Accurate data on the natural behaviours of customers can guide businesses to create or modify solutions to transform the customer experience.

Additionally, it can bring about valuable insight into other areas of interest, such as a store’s design, a website's layout, and the ease of navigation for customers as well as how effective the communication and ongoing dialogue is fostered between the customer and the business.

Simple Translation: The various abilities of Retail Analytics = Are achieved by ignoring and completely bypassing useless information of no relevance in improving a business’s bottom line.
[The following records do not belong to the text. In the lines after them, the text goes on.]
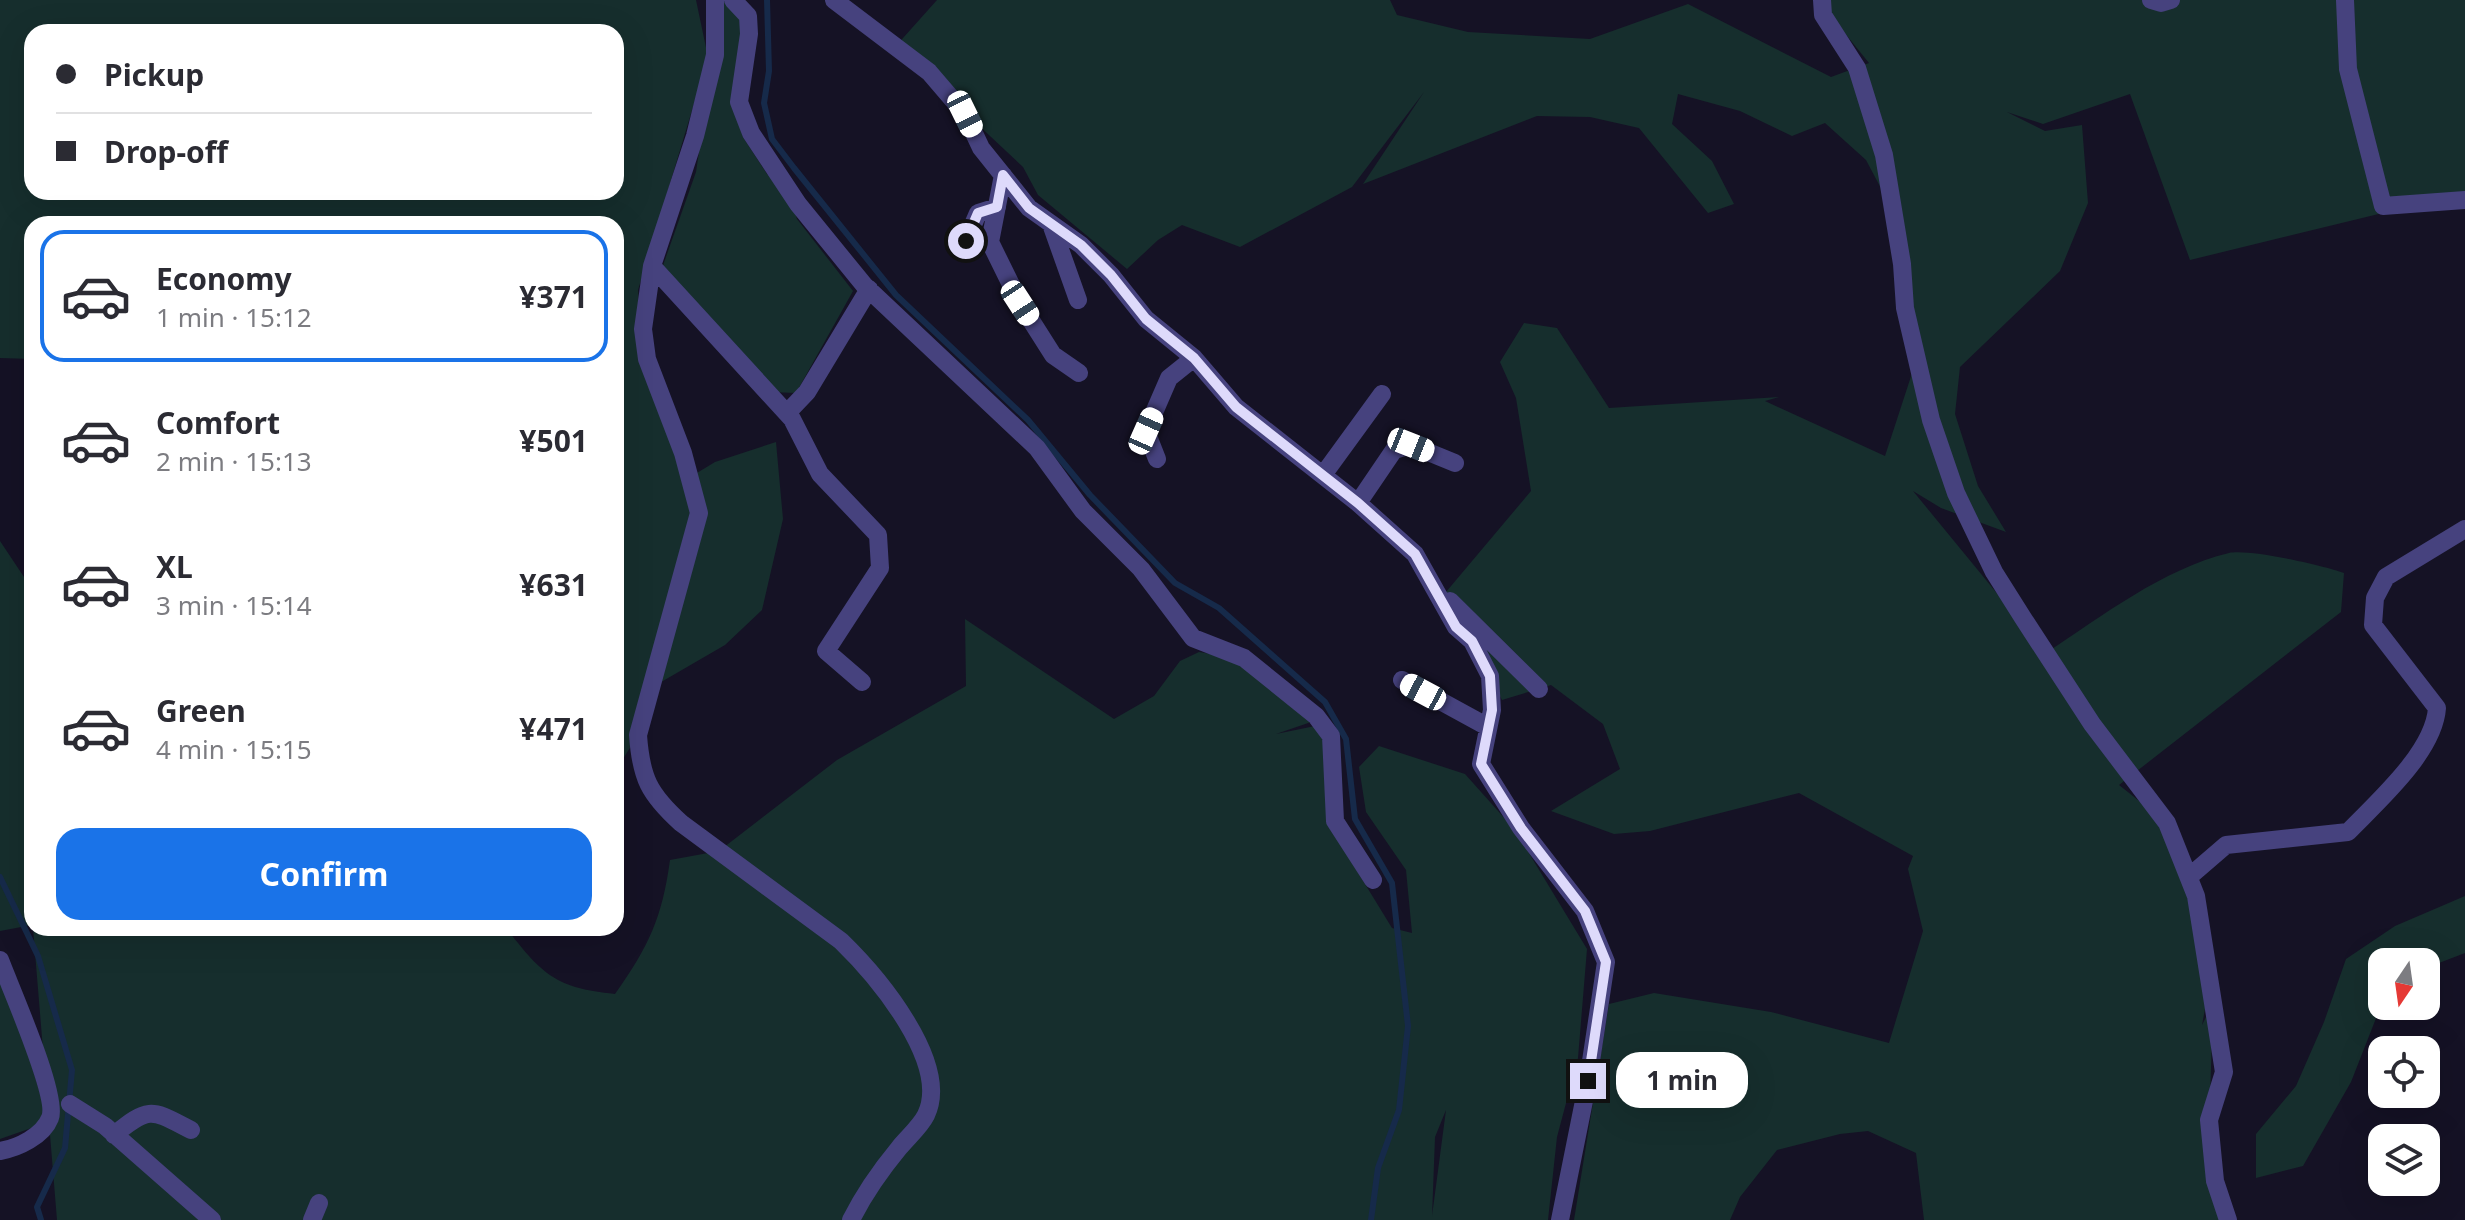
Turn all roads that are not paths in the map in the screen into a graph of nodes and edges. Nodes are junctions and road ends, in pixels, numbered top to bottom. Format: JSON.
{"nodes":[{"id":1,"x":715,"y":0,"type":"edge"},
{"id":2,"x":733,"y":0,"type":"edge"},
{"id":3,"x":834,"y":0,"type":"edge"},
{"id":4,"x":1822,"y":0,"type":"edge"},
{"id":5,"x":2151,"y":0,"type":"edge"},
{"id":6,"x":2171,"y":0,"type":"edge"},
{"id":7,"x":2345,"y":0,"type":"edge"},
{"id":8,"x":1003,"y":175,"type":"junction"},
{"id":9,"x":2465,"y":200,"type":"edge"},
{"id":10,"x":997,"y":207,"type":"junction"},
{"id":11,"x":1051,"y":224,"type":"junction"},
{"id":12,"x":966,"y":241,"type":"dead end"},
{"id":13,"x":652,"y":266,"type":"junction"},
{"id":14,"x":869,"y":289,"type":"junction"},
{"id":15,"x":1078,"y":300,"type":"dead end"},
{"id":16,"x":1194,"y":358,"type":"junction"},
{"id":17,"x":1079,"y":373,"type":"dead end"},
{"id":18,"x":1382,"y":394,"type":"dead end"},
{"id":19,"x":787,"y":413,"type":"junction"},
{"id":20,"x":1157,"y":459,"type":"dead end"},
{"id":21,"x":1455,"y":463,"type":"dead end"},
{"id":22,"x":1323,"y":475,"type":"junction"},
{"id":23,"x":1358,"y":503,"type":"junction"},
{"id":24,"x":2465,"y":529,"type":"edge"},
{"id":25,"x":1438,"y":589,"type":"junction"},
{"id":26,"x":1402,"y":680,"type":"dead end"},
{"id":27,"x":862,"y":682,"type":"dead end"},
{"id":28,"x":1539,"y":689,"type":"dead end"},
{"id":29,"x":1488,"y":727,"type":"junction"},
{"id":30,"x":2190,"y":876,"type":"junction"},
{"id":31,"x":1373,"y":880,"type":"dead end"},
{"id":32,"x":0,"y":960,"type":"edge"},
{"id":33,"x":70,"y":1104,"type":"dead end"},
{"id":34,"x":191,"y":1130,"type":"dead end"},
{"id":35,"x":114,"y":1135,"type":"junction"},
{"id":36,"x":0,"y":1151,"type":"edge"},
{"id":37,"x":157,"y":1172,"type":"junction"},
{"id":38,"x":196,"y":1220,"type":"edge"},
{"id":39,"x":212,"y":1220,"type":"edge"},
{"id":40,"x":851,"y":1220,"type":"edge"},
{"id":41,"x":1560,"y":1220,"type":"edge"},
{"id":42,"x":2228,"y":1220,"type":"edge"}],
"edges":[{"from":1,"to":13,"type":"street"},
{"from":2,"to":14,"type":"street"},
{"from":3,"to":8,"type":"street"},
{"from":4,"to":30,"type":"street"},
{"from":5,"to":6,"type":"street"},
{"from":7,"to":9,"type":"street"},
{"from":8,"to":10,"type":"street"},
{"from":8,"to":11,"type":"street"},
{"from":10,"to":12,"type":"street"},
{"from":10,"to":17,"type":"street"},
{"from":11,"to":15,"type":"street"},
{"from":11,"to":16,"type":"street"},
{"from":13,"to":19,"type":"street"},
{"from":13,"to":40,"type":"street"},
{"from":14,"to":19,"type":"street"},
{"from":14,"to":31,"type":"street"},
{"from":16,"to":20,"type":"street"},
{"from":16,"to":22,"type":"street"},
{"from":18,"to":22,"type":"street"},
{"from":19,"to":27,"type":"street"},
{"from":21,"to":23,"type":"street"},
{"from":22,"to":23,"type":"street"},
{"from":23,"to":25,"type":"street"},
{"from":24,"to":30,"type":"street"},
{"from":25,"to":28,"type":"street"},
{"from":25,"to":29,"type":"street"},
{"from":26,"to":29,"type":"street"},
{"from":29,"to":41,"type":"street"},
{"from":30,"to":42,"type":"street"},
{"from":32,"to":36,"type":"street"},
{"from":33,"to":35,"type":"street"},
{"from":34,"to":35,"type":"street"},
{"from":35,"to":37,"type":"street"},
{"from":37,"to":38,"type":"street"},
{"from":37,"to":39,"type":"street"}]}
Instead, businesses rely on retail analytics use of data discovery and data mining to produce high-quality data that can be used to inform decisions and business practices.

Retail Analytics can be used for an immense number of elements within businesses.
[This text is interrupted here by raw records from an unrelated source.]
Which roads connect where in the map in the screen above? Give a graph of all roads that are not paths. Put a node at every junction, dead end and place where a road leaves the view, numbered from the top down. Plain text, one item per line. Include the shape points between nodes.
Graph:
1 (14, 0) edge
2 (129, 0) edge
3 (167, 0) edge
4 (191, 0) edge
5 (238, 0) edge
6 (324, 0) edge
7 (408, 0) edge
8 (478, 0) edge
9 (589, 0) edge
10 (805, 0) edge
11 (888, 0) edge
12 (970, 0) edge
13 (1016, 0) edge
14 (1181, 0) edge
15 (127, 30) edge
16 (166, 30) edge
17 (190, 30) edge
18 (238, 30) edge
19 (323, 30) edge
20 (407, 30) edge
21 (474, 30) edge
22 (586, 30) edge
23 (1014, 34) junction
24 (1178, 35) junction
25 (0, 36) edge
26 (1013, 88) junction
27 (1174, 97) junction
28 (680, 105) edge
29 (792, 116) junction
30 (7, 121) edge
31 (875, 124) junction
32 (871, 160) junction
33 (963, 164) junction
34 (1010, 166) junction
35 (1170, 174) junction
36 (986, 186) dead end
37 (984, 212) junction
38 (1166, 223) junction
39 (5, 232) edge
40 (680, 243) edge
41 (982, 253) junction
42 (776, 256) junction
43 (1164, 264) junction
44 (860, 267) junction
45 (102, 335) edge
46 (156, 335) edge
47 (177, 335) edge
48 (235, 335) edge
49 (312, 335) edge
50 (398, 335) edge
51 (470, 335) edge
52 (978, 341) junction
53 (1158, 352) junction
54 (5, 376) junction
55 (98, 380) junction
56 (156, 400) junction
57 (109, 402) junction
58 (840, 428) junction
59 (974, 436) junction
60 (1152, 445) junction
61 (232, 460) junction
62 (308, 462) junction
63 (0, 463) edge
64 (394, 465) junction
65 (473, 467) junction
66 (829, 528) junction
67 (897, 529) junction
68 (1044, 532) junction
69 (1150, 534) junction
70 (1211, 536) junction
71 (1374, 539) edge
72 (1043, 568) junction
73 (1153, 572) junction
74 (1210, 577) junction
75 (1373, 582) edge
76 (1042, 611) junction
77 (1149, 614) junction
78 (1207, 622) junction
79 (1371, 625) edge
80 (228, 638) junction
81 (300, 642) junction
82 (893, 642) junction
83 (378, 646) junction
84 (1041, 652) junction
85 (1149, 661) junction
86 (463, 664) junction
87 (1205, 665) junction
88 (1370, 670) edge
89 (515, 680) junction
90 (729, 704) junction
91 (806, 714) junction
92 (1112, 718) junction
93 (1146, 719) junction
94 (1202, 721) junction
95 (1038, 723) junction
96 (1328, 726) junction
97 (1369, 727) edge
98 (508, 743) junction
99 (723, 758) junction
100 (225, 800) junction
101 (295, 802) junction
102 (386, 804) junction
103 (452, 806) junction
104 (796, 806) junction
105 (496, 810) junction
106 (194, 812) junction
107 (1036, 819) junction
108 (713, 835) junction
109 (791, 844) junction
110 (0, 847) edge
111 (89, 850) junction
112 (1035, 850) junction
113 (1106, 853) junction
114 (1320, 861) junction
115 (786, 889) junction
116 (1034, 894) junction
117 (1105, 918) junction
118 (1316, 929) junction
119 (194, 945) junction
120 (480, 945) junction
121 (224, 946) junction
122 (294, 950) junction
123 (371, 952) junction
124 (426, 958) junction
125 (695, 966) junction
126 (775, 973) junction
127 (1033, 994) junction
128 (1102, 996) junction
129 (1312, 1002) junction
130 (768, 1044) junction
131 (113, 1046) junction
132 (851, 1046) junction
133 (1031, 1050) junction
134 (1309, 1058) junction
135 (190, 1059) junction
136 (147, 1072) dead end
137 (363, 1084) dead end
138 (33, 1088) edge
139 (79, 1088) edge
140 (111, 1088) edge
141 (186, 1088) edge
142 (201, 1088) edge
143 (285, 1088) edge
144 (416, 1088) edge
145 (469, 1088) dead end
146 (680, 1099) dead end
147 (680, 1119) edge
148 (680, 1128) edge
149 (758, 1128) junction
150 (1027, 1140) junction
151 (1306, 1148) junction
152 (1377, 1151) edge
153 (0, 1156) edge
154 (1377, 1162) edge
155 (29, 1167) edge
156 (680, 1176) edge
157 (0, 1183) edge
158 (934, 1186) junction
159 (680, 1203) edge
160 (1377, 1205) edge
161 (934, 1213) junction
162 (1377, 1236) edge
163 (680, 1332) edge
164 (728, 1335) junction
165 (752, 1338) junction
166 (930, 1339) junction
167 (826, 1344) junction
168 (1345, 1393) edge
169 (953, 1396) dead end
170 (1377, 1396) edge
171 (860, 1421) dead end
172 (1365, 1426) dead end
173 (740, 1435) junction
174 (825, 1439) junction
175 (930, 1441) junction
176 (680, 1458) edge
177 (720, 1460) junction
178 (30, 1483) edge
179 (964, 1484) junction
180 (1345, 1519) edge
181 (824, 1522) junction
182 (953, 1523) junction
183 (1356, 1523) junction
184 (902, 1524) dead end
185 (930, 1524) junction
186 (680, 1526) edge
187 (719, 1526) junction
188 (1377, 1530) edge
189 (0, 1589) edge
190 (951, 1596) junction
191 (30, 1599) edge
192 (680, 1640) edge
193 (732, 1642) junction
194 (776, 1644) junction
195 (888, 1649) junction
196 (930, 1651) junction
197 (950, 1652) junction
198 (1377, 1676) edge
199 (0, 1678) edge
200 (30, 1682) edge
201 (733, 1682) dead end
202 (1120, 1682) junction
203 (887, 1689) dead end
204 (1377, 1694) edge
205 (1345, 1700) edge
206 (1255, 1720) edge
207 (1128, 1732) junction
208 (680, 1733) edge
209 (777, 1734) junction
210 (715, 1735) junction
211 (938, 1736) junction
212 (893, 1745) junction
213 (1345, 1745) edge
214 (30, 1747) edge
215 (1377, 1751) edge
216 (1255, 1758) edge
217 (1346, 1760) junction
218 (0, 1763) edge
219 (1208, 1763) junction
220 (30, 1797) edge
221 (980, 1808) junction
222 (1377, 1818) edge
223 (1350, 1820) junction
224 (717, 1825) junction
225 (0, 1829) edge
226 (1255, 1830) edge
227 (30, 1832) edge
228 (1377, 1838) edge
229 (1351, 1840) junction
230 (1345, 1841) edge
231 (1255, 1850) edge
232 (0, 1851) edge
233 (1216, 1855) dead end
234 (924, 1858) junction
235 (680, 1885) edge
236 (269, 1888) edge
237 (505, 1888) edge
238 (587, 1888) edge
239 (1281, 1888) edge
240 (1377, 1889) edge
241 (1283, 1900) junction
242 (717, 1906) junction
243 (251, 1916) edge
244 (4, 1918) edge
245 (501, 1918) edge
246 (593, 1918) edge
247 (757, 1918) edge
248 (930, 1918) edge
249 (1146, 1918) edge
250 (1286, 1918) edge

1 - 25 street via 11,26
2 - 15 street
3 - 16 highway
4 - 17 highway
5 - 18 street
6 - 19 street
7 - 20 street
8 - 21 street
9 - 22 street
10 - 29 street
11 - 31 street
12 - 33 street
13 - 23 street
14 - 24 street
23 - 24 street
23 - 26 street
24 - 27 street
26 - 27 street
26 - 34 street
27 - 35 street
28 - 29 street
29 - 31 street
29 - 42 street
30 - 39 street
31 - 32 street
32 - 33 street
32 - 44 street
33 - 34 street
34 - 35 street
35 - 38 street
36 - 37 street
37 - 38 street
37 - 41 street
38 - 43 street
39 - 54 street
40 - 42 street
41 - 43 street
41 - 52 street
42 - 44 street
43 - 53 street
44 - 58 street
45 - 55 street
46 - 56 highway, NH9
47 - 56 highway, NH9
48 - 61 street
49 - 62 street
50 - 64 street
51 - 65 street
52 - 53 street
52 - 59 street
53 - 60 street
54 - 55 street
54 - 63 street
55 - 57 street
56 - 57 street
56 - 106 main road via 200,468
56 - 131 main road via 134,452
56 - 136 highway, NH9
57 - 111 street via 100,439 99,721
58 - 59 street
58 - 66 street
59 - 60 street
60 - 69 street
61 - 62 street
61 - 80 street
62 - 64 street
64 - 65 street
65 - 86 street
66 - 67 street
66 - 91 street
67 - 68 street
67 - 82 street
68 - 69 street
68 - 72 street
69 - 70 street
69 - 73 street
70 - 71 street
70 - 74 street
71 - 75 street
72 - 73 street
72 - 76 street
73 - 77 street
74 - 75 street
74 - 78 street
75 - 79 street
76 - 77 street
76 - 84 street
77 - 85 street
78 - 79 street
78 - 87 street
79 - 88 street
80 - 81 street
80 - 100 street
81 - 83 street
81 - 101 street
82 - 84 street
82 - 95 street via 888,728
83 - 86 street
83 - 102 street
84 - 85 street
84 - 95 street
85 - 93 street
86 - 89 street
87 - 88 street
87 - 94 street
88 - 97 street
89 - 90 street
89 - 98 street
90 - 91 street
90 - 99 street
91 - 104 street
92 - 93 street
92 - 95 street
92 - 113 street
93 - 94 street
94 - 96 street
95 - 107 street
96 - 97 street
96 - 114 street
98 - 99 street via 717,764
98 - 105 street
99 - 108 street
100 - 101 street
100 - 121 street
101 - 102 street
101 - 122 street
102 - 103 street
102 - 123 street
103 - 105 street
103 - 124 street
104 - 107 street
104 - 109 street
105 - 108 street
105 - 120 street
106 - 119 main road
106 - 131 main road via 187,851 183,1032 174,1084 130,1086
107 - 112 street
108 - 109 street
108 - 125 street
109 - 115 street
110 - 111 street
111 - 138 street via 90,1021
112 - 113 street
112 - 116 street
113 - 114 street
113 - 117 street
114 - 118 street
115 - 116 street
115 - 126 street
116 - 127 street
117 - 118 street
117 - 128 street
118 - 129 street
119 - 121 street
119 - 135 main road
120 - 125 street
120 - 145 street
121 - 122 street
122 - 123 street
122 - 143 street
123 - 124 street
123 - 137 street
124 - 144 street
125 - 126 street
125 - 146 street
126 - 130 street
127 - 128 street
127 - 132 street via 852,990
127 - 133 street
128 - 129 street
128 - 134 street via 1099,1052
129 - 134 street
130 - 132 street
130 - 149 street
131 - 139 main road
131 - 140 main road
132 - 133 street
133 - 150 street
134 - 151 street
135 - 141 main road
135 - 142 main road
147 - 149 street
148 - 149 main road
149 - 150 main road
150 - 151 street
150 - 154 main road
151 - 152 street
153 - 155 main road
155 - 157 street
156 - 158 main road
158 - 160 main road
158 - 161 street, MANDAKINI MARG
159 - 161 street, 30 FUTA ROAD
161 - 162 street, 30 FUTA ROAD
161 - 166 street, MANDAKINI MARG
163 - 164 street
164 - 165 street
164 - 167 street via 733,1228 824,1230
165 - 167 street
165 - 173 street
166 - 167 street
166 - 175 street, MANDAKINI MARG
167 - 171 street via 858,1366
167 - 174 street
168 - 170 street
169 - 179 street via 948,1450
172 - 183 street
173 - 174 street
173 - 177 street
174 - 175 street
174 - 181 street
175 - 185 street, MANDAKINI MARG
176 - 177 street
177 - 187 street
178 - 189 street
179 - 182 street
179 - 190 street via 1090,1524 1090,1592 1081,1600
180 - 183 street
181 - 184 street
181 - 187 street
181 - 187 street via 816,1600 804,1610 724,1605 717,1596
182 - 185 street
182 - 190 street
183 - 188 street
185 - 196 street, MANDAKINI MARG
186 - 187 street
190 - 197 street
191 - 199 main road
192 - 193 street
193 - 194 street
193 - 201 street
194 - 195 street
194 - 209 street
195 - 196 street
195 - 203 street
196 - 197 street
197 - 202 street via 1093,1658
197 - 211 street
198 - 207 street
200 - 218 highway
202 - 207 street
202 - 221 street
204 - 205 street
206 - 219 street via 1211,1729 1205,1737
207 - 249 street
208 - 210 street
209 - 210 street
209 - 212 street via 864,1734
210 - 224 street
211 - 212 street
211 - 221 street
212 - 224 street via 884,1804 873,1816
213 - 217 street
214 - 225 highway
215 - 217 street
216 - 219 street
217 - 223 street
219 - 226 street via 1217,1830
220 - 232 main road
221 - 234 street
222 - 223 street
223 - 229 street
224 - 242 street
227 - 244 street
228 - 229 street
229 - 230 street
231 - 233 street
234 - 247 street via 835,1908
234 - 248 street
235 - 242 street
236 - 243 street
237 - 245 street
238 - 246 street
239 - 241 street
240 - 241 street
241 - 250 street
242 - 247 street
Among the most significant benefits retail analytics produces is the streamlining and optimising of their stock, inventory, procurement, and ordering processes.

Retail Stock

Due to the use of intuitive predictive tools, businesses can utilise their own “historical data,” in addition to the performing analyses of business trends to gain a clear understanding of exact quantities to order, thus reducing waste, and more importantly, reducing costs.

Additionally, businesses can improve the management of their inventory to focus on products proven to sell well with customers on a regular basis to result in the reduction of unnecessarily needed space for inventory and any associated overhead.

Simple Translation: Data can be used to optimise inventory management and make the ordering of products far more efficient by focusing on products that tend to sell well, buying appropriate quantities of other products, and ultimately saving substantially from wasted products resulting from over ordering.

Retail analytics are being used by companies all over the world in 2018. Providing several benefits, retail analytics have become an integral part of business operations and is heavily relied upon to make the most prudent and well-informed decisions for a business, its employees, and its financial bottom line.

At-a-glance Overview Retail Analytics Benefits

• Provides customer behaviour insights
• Improves marketing return on investment
• Assists in optimising in-store experiences, operations, and transactions
• Gives valuable information to inform decision-making on inventory and stock, tracking, and ordering
• Facilitates and enhances customer loyalty and patronage
• Improves marketing campaigns via an enhanced understanding of customer preferences
• Helps to create individual-specific specialised strategies taking into account customer shopping habits, purchase history, the frequency of visits, and preferences
• Traffic data gleaned from retail analytics can allow retail establishments to become more efficient by optimising employee scheduling to cut down on operational costs significantly, as there will not be an excess of employees present in slower times of business
• Gives businesses a distinct edge over their competitors through their vast assemblage of valuable consumer information that can be used to guide business practices, decisions, and marketing schemes

According to IBM’s limited-edition E-book “Business Analytics In Retail For Dummies,” the businesses who take the time to analyse how consumers browse company websites, question staff members and purchase items, are put into a superior market position where business practices can be geared and stylized through intimate understandings of their customer base.

While retail analytics is not particularly difficult to understand, it does, on the other hand, require a degree of difficulty in giving it a basic definition that encompasses all of its virtues.

After all, retail analytics is a multi-faceted business tool that contends with innumerable aspects in any enterprise. These aspects include the management of scheduling, inventory, and operational processes, and modifying business practices based on data showing clearly indisputable patterns.

Ultimately helping to foster ongoing relationships between a business and its many customers via enhanced, specialised experiences, businesses can take advantage of retail analytics for sustained profits and continued success for years to come.